WORK TO BE COMPLETED | Filter the entries down to the lines holding "nodes", then copy those lines.

Saved entries:
========

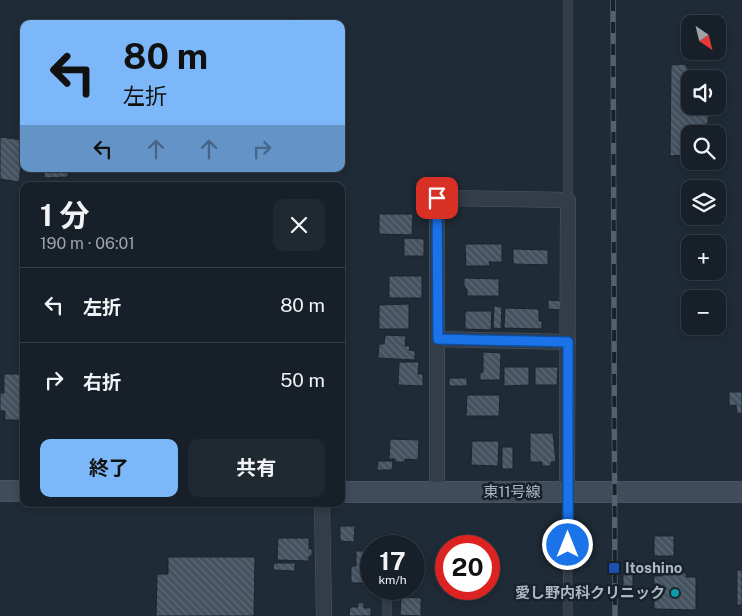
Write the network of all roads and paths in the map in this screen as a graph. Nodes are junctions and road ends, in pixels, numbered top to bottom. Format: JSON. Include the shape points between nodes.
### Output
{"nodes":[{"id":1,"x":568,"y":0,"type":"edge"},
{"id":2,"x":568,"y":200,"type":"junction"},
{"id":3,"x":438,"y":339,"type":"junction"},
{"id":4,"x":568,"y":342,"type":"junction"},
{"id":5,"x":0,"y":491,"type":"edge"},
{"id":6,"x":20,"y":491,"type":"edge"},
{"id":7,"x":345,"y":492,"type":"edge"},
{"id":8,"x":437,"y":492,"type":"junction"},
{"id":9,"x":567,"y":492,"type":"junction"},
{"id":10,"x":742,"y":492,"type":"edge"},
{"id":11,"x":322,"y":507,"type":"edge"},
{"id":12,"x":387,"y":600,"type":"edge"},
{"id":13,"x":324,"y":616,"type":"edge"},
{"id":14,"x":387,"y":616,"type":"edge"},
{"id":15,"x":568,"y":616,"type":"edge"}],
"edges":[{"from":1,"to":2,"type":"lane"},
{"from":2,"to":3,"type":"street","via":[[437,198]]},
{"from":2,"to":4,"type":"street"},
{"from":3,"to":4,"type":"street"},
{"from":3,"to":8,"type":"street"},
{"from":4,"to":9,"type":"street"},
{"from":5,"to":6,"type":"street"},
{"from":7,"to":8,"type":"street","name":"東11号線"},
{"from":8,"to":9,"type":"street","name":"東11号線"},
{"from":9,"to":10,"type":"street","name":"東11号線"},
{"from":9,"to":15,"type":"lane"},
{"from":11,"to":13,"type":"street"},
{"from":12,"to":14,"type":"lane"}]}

========

ANSWER SECTION |
Write the network of all roads and paths in the map in this screen as a graph. Nodes are junctions and road ends, in pixels, numbered top to bottom. Format: JSON. Include the shape points between nodes.
{"nodes":[{"id":1,"x":568,"y":0,"type":"edge"},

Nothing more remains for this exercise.